Quanto ai marchi “Betaland” ed “Enjoybet”, riconducibili alla società maltese “Oia Services Ltd”, si sarebbero accertate le stesse modalità illecite di gestione dell’attività grazie anche agli accordi con gli esponenti della cosca “Tegano”.
Anche in questo caso si sarebbe scoperto che la “Oia Services Ltd”, pur avendo aderito alla sanatoria, attraverso la sua rete commerciale, e negli anni 2015 e 2016, non avrebbe dichiarato in Italia ricavi per 440 milioni, a cui corrisponde una IRES non versata per 8 milioni e un’Imposta Unica sulle Scommesse pari a 12 milioni.
Infine, sempre seguendo lo stesso percorso investigativo, è stata approfondita la rete commerciale sviluppata sul territorio italiano dalla “Gvc New Limited”, un’altra società maltese collegata alla “Oia Services Limited”.
Al riguardo, si sarebbe appurato che la stessa, dal 2012 al 2014, avrebbe esercitato sul territorio nazionale la raccolta del gioco e delle scommesse per 237 milioni di euro non pagando un’IRES di 4 milioni e un’Imposta Unica di altri 9.
I FERMATI DALLA DDA REGGINA
Paolo Carlo Tavarelli, nato a Napoli il 28/4/1970; Ivana Ivanovic, nata in Jugoslavia il 23/10/1973; Paolo Sipone, nato a Roma il 07/09/1965; Giuseppe Decandia, nato ad Altamura (BA) il 13/4/1975; Domenico Tegano, nato a Reggio Calabria il 10/12/1992; Bruno Danilo Natale Iannì, nato a Reggio Calabria il 25/6/1992; Domenico Aricò, nato il 21/12/1968 a Reggio Calabria; Carmelo Caminiti, nato a Reggio Calabria il 2/1/1961; Francesco Franco, nato il 14/12/1992 a Reggio Calabria; Antonio Zungri, nato a Rosarno (RC) il 22/4/1971; David Laruffa, nato a Rosarno (RC) il 7/12/1973; Giuseppe Abbadessa, nato a Rosarno (RC) il 24/1/1973; Santo Furfaro, nato a Gioia Tauro (RC) il 19/10/1966; Francesco Sergi, nato l’11/3/1978 a Palmi (RC); Antonio Ricci, nato a Bari il 29/11/1976; Gabriele Caliò, nato a Catanzaro il 16/7/1979; Danilo Sestito, nato a Catanzaro il 26/6/1981; Davide SchEMBRI, nato il 21/11/1974.
DE RAHO: ECONOMIA NON DECOLLA, MAGGIORE ATTENZIONE DALLA POLITICA
Per Federico Cafiero de Raho, procuratore nazionale antimafia, “il settore dei giochi online presenta grandi criticità”, e questo perché non ci sarebbero “controlli che evitino che la criminalità mafiosa si infiltri, creando un danno enorme alla nostra economia.
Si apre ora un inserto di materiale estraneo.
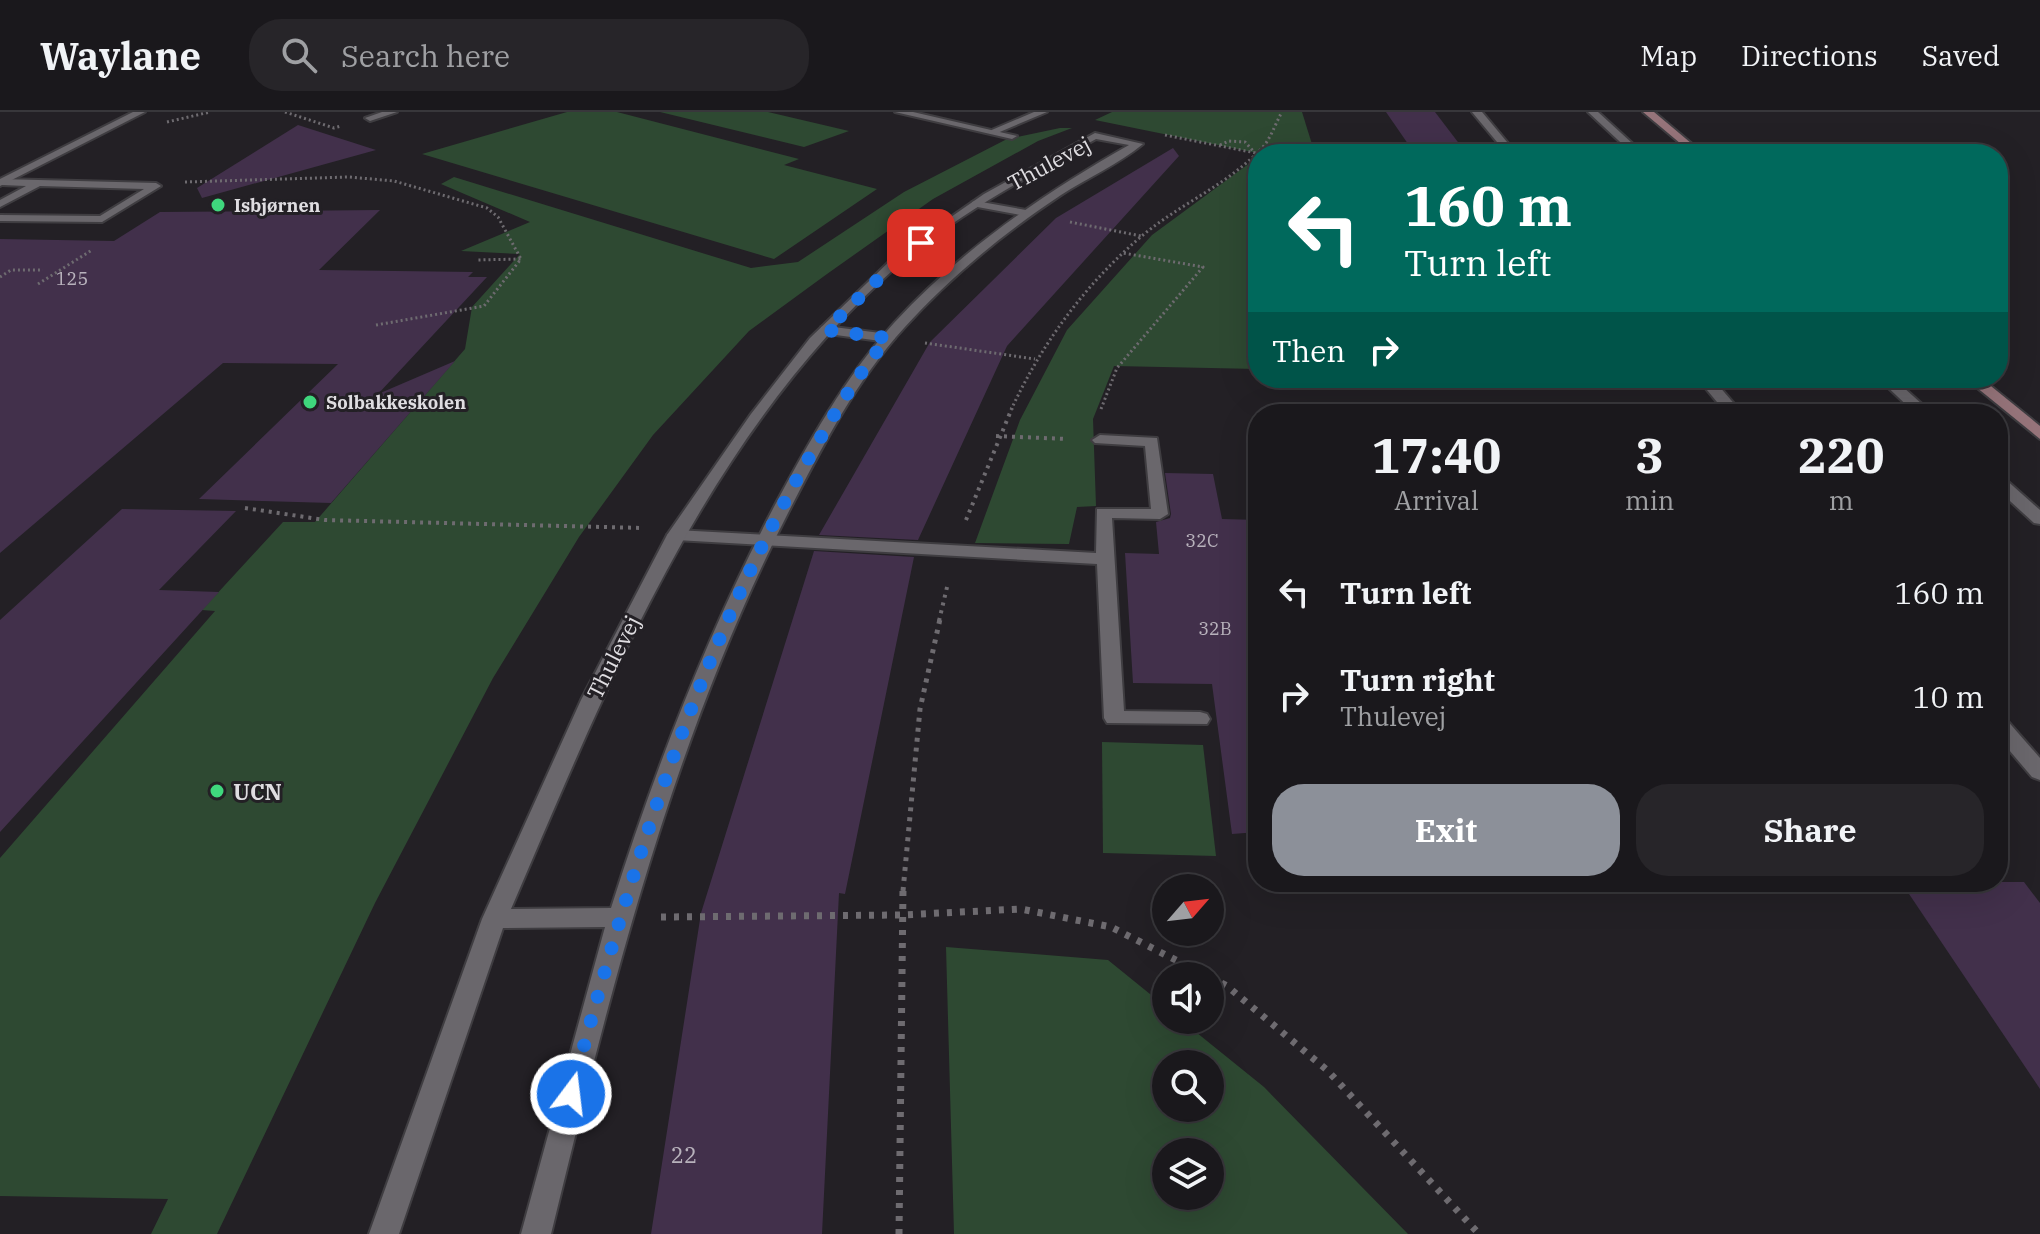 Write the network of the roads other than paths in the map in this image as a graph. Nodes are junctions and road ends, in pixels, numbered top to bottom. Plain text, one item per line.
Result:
1 (140, 112) edge
2 (392, 112) edge
3 (900, 112) edge
4 (1042, 112) edge
5 (1477, 112) edge
6 (1593, 112) edge
7 (1648, 112) edge
8 (370, 118) road end
9 (992, 132) junction
10 (1012, 136) dead end
11 (1504, 144) edge
12 (1628, 144) edge
13 (1687, 144) edge
14 (1, 183) edge
15 (40, 183) junction
16 (0, 204) edge
17 (976, 204) junction
18 (1026, 213) junction
19 (0, 218) edge
20 (826, 330) junction
21 (888, 338) junction
22 (1713, 388) edge
23 (1896, 388) edge
24 (1984, 388) edge
25 (1726, 404) edge
26 (1914, 404) edge
27 (2004, 404) edge
28 (2008, 408) edge
29 (2040, 434) edge
30 (1100, 440) road end
31 (2008, 490) edge
32 (2040, 519) edge
33 (676, 535) junction
34 (763, 541) junction
35 (1105, 559) junction
36 (1200, 719) dead end
37 (2008, 735) edge
38 (2040, 772) edge
39 (620, 917) junction
40 (494, 919) junction
41 (384, 1234) edge
42 (536, 1234) edge

1 - 14 street
2 - 8 street
3 - 9 street
4 - 9 street
5 - 11 street
6 - 12 street
7 - 13 main road
9 - 10 street
14 - 15 street
15 - 16 street
15 - 19 street
17 - 18 street
17 - 18 street, Thulevej
17 - 20 street, Thulevej
18 - 21 street, Thulevej
20 - 21 street
20 - 33 street, Thulevej
21 - 34 street, Thulevej
22 - 25 street
23 - 26 street
24 - 27 main road
28 - 29 main road
30 - 35 street
31 - 32 street
33 - 34 street
33 - 40 street, Thulevej
34 - 35 street
34 - 39 street, Thulevej
35 - 36 street
37 - 38 street
39 - 40 street
39 - 42 street, Thulevej
40 - 41 street, Thulevej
La politica deve prestare attenzione a questi aspetti, altrimenti l'economia non riuscirà a decollare”.
“Senza attenzione - ha ribadito - l'economia, quella legale e pulita alla quale tengono gli imprenditori, continuerà a essere infiltrata e inquinata dalle mafie e non riuscirà mai a recuperare. E il Sud - ha concluso Cafiero de Raho - continuerà a essere, così come qualcuno l'ha definito, la zavorra del nostro Paese”.
Al termine delle investigazioni, così, è stato disposto il sequestro per equivalente di oltre 93 milioni di euro in relazione alle imposte evase (IRES e IUS), e di altri 123 come profitto ritenuto conseguito illecitamente dall’organizzazione criminale.